BEGIN Data to process

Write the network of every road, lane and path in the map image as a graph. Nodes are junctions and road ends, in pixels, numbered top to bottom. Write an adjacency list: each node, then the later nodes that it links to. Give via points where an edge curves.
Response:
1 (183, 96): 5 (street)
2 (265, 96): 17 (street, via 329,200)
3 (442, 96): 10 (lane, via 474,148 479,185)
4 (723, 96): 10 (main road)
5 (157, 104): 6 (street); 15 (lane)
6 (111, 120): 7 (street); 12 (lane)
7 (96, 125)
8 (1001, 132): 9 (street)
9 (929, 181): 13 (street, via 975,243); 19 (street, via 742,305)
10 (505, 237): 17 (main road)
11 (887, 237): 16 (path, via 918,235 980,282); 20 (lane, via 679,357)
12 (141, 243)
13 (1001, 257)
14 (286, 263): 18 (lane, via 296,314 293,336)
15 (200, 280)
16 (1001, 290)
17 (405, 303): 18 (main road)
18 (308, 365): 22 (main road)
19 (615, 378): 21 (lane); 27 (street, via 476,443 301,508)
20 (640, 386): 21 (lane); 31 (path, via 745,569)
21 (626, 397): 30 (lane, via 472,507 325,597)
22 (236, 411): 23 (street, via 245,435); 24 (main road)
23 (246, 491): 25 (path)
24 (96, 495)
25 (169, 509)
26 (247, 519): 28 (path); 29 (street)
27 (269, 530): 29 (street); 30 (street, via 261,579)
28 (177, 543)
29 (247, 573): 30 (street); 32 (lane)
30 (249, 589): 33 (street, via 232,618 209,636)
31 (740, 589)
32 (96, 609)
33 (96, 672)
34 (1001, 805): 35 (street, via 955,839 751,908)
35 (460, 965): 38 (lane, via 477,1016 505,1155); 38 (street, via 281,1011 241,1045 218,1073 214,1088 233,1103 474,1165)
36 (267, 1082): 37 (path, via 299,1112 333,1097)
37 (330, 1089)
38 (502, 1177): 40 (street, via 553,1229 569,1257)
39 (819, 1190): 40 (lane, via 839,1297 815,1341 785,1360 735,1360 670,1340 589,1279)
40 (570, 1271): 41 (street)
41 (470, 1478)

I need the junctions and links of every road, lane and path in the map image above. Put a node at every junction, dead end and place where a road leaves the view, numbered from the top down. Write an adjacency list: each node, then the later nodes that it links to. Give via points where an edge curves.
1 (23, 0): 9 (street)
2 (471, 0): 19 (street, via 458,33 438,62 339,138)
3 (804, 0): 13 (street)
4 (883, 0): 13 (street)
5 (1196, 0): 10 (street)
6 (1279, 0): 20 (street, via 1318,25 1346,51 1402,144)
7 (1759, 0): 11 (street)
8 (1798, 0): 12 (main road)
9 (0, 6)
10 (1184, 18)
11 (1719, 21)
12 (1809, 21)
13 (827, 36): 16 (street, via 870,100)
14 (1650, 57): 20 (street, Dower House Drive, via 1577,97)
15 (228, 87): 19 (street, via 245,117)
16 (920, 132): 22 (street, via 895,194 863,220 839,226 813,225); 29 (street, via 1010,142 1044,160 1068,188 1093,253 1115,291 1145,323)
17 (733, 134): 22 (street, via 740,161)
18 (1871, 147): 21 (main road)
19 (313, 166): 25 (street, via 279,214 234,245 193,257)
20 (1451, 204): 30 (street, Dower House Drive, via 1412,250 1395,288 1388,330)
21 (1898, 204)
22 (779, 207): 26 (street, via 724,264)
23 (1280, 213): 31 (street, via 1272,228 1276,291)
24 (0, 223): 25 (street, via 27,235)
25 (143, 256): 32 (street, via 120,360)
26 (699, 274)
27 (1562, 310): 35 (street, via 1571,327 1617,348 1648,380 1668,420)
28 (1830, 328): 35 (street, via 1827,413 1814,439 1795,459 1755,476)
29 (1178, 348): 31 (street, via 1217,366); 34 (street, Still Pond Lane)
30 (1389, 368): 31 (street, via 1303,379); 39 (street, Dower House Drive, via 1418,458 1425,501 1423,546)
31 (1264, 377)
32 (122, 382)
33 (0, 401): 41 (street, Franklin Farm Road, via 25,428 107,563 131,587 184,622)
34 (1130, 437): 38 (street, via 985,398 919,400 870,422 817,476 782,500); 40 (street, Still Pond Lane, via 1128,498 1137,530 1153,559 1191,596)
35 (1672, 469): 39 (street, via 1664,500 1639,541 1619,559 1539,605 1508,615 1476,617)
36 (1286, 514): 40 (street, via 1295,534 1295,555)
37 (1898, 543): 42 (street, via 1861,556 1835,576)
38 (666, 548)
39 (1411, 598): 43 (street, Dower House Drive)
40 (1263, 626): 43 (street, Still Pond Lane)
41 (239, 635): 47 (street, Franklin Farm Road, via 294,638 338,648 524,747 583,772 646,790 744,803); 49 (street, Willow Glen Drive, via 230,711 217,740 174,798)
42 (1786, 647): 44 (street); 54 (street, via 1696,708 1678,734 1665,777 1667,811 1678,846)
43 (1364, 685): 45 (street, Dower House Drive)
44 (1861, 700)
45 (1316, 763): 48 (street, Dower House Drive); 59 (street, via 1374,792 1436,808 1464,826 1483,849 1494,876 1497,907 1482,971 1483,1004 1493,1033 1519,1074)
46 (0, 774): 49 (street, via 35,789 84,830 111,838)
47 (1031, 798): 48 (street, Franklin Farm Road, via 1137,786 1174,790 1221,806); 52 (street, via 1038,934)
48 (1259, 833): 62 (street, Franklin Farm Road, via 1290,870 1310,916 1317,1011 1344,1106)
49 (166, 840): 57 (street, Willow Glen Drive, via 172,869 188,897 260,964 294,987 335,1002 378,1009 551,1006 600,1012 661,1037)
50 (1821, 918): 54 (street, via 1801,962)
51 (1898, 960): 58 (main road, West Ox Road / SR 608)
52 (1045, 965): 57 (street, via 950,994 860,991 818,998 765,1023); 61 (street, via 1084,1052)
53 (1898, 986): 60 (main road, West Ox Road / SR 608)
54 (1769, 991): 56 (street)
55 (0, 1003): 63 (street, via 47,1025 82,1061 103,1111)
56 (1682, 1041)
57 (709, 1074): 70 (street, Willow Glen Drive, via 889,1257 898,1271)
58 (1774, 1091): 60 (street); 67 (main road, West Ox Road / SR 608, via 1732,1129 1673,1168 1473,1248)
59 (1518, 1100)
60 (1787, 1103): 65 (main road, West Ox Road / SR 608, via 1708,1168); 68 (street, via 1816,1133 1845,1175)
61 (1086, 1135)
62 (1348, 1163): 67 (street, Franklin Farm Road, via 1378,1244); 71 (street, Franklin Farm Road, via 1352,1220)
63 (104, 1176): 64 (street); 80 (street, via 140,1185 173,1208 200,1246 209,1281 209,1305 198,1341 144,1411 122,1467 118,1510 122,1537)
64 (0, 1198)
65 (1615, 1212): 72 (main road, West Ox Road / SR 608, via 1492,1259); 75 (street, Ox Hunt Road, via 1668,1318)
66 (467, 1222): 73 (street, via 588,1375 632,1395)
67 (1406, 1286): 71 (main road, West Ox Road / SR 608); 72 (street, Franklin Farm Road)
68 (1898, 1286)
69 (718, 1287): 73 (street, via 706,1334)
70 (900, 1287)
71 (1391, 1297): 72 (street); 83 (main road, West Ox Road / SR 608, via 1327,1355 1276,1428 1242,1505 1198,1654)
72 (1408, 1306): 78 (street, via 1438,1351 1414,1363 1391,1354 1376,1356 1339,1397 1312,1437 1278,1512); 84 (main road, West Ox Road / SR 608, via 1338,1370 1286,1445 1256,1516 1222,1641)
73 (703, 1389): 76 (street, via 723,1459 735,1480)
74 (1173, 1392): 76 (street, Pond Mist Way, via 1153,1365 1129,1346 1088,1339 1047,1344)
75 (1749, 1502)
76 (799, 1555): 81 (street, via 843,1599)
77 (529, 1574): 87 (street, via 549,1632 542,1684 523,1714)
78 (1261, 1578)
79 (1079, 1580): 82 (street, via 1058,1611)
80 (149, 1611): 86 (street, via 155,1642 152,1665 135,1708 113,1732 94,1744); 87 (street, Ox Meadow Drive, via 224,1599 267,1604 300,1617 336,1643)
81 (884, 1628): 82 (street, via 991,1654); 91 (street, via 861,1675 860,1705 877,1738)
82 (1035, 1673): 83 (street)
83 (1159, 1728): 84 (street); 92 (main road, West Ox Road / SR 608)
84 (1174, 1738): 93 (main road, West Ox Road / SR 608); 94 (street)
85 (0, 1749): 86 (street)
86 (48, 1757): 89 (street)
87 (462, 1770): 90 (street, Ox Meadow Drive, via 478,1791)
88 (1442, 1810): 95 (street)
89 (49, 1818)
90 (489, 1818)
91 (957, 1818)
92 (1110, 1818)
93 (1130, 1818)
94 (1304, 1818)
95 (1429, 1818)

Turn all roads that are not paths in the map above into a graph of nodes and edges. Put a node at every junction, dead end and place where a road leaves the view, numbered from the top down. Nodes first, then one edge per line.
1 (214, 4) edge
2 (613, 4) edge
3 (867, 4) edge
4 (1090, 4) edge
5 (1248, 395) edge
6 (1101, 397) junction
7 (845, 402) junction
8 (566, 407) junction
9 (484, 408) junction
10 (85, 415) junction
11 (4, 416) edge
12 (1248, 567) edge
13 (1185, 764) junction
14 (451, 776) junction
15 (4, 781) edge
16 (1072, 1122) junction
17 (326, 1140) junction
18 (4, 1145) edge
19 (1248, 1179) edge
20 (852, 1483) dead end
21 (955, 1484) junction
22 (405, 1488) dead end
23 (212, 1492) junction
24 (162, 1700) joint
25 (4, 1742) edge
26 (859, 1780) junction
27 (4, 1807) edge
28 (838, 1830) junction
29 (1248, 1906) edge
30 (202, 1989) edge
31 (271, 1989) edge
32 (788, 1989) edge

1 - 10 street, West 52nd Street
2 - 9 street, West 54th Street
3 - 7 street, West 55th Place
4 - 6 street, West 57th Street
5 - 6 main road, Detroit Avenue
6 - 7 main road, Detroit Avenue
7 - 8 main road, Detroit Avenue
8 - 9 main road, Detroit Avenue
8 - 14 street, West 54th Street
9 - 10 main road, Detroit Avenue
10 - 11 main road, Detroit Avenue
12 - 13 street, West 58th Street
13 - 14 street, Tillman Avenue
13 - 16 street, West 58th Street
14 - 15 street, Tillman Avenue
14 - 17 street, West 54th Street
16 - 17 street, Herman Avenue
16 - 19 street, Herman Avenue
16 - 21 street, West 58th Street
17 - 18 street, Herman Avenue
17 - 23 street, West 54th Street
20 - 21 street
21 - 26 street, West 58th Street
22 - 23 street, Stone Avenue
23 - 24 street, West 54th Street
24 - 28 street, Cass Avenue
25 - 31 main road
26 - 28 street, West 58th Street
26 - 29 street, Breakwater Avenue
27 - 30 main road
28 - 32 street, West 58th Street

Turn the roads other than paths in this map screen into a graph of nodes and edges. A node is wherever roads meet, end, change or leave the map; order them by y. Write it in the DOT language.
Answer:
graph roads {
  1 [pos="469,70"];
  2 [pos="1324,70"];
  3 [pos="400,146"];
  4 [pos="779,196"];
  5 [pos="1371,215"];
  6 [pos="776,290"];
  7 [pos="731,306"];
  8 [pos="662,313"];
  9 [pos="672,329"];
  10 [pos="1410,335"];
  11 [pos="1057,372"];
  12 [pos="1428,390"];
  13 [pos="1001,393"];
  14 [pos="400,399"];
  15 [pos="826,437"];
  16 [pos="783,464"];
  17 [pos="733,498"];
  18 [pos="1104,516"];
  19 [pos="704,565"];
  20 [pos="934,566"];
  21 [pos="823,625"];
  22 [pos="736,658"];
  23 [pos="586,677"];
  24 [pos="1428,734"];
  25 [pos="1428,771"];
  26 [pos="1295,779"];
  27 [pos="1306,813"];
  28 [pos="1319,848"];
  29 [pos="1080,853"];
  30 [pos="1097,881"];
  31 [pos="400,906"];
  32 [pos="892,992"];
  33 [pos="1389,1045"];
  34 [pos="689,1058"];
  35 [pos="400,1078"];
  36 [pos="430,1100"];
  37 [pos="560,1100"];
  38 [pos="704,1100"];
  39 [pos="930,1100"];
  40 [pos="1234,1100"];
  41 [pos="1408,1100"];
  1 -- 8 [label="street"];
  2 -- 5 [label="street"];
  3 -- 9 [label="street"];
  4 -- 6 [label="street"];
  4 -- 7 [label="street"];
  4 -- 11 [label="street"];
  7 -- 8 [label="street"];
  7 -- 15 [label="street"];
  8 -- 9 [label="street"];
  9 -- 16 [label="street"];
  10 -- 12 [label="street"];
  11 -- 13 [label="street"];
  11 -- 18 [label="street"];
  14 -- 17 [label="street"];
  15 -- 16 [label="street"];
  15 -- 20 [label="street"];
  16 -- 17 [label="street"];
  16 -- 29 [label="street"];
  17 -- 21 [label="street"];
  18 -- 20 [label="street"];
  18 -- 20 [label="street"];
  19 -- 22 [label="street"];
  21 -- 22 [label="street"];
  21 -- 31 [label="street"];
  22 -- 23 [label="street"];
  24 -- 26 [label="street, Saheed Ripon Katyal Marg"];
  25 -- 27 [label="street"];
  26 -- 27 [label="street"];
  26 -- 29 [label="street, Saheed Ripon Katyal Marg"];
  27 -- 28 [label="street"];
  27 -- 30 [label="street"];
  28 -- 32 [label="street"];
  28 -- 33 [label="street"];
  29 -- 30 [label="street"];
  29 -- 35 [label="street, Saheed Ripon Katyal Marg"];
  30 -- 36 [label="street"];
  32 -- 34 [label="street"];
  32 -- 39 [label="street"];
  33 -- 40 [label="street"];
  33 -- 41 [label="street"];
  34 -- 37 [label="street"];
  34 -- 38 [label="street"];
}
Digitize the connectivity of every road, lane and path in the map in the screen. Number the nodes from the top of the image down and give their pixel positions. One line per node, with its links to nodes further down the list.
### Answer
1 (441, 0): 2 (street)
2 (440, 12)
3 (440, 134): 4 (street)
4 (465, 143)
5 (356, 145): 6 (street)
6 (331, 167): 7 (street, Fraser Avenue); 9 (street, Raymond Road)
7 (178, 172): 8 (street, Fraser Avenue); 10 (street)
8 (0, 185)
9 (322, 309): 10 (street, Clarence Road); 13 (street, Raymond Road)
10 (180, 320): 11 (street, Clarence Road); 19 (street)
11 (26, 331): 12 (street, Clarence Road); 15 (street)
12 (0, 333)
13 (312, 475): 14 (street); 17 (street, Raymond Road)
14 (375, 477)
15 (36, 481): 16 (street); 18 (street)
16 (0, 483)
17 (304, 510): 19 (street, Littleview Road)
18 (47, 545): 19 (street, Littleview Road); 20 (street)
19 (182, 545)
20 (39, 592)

END Data to process

◆ **Activity**: Look through the records above and report how many lines hold the word "Write", giving only the number.

◆ **Output of the task**: 3